On dit également : mille pattes (Argot du peuple).

Morveux

d’Hautel, 1808 : Un morveux. Terme injurieux qui équivaut à blanc bec, petit sot ; fat, ignorant ; homme sans expérience et sans capacité.
Il vaut mieux laisser son enfant morveux, que de lui arracher le nez. Voyez Arracher.
Qui se sent morveux, se mouche. V. Galeux.

Delvau, 1866 : s. m. Gamin ; homme sans conséquence, — dans l’argot du peuple, qui daigne quelquefois moucher ces adversaires-là comme les autres.

France, 1907 : Polisson, adolescent qui se donne les airs d’homme.

C’est alors que je vis éclater, dans toute leur splendeur, la sottise et la présomption humaines. Des employés de bureau, des épiciers, des savetiers, des morveux de dix-sept ou dix-huit ans se mettaient en avant pour obtenir un grade quelconque flattant leur vanité, tandis que des braves gens qui avaient servi et connaissaient le métier militaire se tenaient à l’écart ou étaient évincés.
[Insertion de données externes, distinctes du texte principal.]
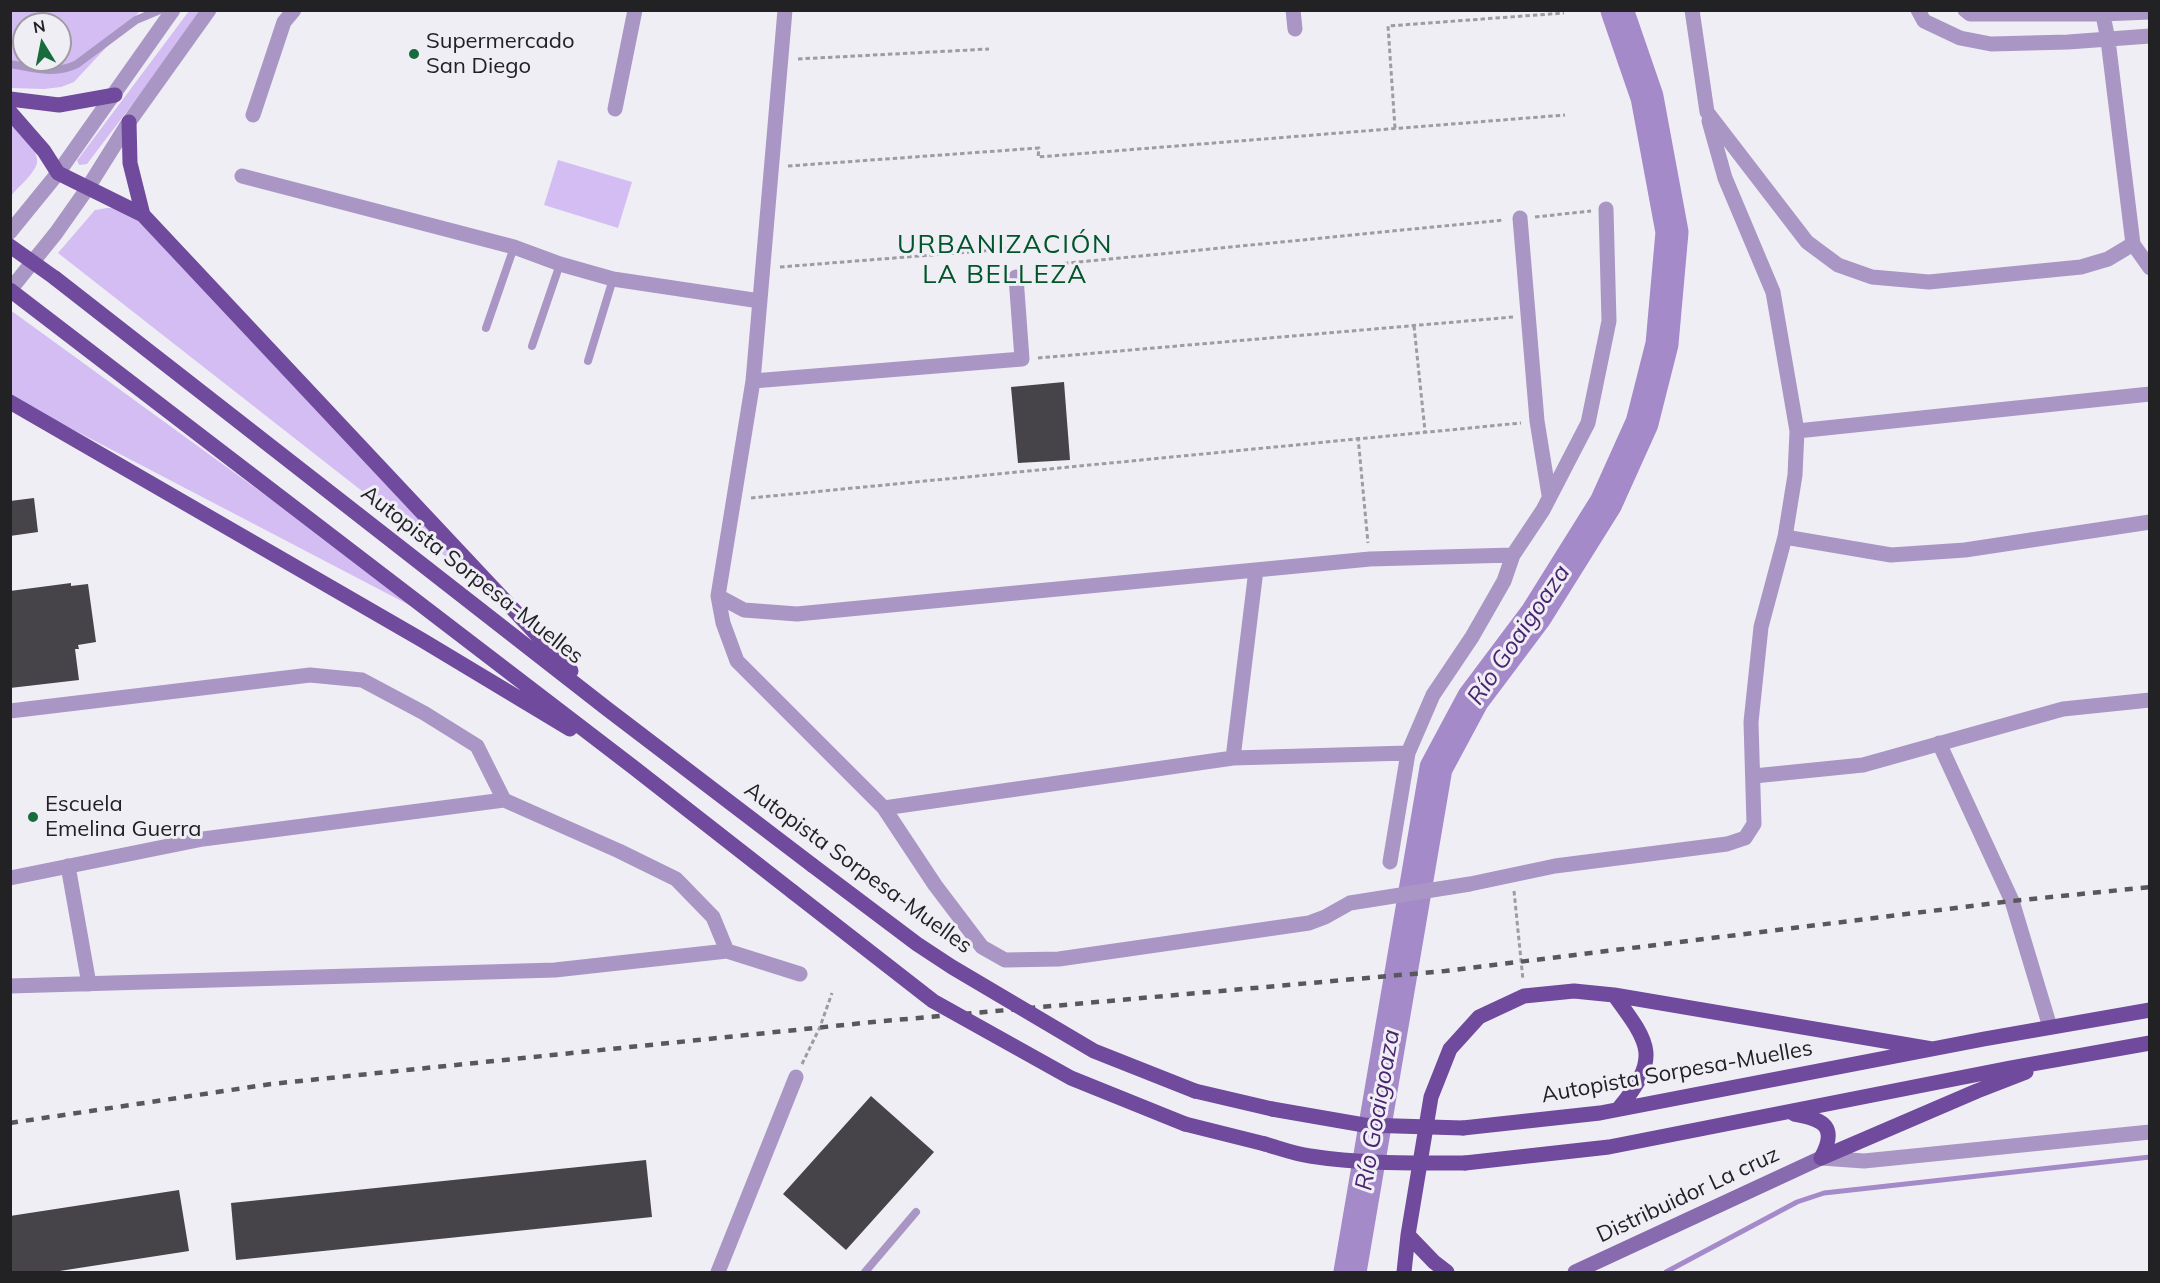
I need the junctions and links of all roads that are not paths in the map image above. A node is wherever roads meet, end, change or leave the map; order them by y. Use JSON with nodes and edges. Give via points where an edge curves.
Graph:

(Sutter-Laumann, Histoire d’un Trente sous)

Moucheron

Larchey, 1865 : Enfant.

La portière et son moucheron.

(Léonard, parodie, 1863)

Delvau, 1866 : s. m. Gamin, enfant, apprenti, — dans l’argot des faubouriens.

Rigaud, 1881 : Enfant. — Apprenti.

L’an passé, papa a mis pour moi quinze cents francs à la tontine, et v’là déjà trois moucherons de claqués !…

(Rando)

France, 1907 : Enfant ; argot populaire.

— Approche ici, moucheronne… qu’est-ce que tu sais faire ?
— Rien, Monsieur.
— Eh bien, viens coucher avec moi, je t’apprendrai à travailler.

(Les Joyeusetés du régiment)

France, 1907 : Garçon marchand de vin.

Moufflet

Delvau, 1866 : s. m. Enfant, gamin, apprenti, — dans l’argot du peuple, qui a dit autrefois moufflard, dérivé du verbe mouffler (enfler le visage), inusité aujourd’hui.

Rigaud, 1881 / La Rue, 1894 : Enfant.

Moussaillon

France, 1907 : Diminutif de mousse. Sobriquet donné aux aspirants de marine.

Tout le temps où il ne dormait pas, où il n’était pas à table, où il ne courait pas derrière les jupes d’une gamine, s’écoulait à dresser ainsi ses oiseaux, à leur enfoncer dans le cerveau des exclamations de caserne, des brailleries de beuglant. Cet élevage difficile lui servait à payer ses frais d’amour, à acquitter ses dettes dans les alcôves nombreuses où il s’attardait de ci de là, comme s’il avait eu encore des reins souples de moussaillon.

(Mora, Gil Blas)

Pour combattre la flotte anglaise
Comme il faut plus d’un moussaillon,
J’en f’rons deux à ma Paimpolaise
En rentrant au pays breton !

(Théodore Botrel, La Paimpolaise)

Moutard

anon., 1827 / Raban et Saint-Hilaire, 1829 / Bras-de-Fer, 1829 : Enfant.

Delvau, 1866 : s. m. Gamin, enfant, apprenti, — dans l’argot du peuple, qui, n’en déplaise à P. J. Leroux et à Francisque Michel, n’a eu qu’à regarder la chemise du premier polisson venu pour trouver cette expression.

France, 1907 : Petit garçon.

Au reste, si l’insolence envers la roture peut être admise comme preuve de noblesse, cette aristocratie de l’enfance en est possédée au plus haut degré, et l’égalité tant vantée du collège n’existe pas réellement. Ces patriciens superbes comprennent toute la plèbe qui les entoure sous la dénomination injurieuse de moutards ou de mômes et se livrent à leur égard à des extorsions et à des abus de pouvoir qui caractérisent un despotisme effréné.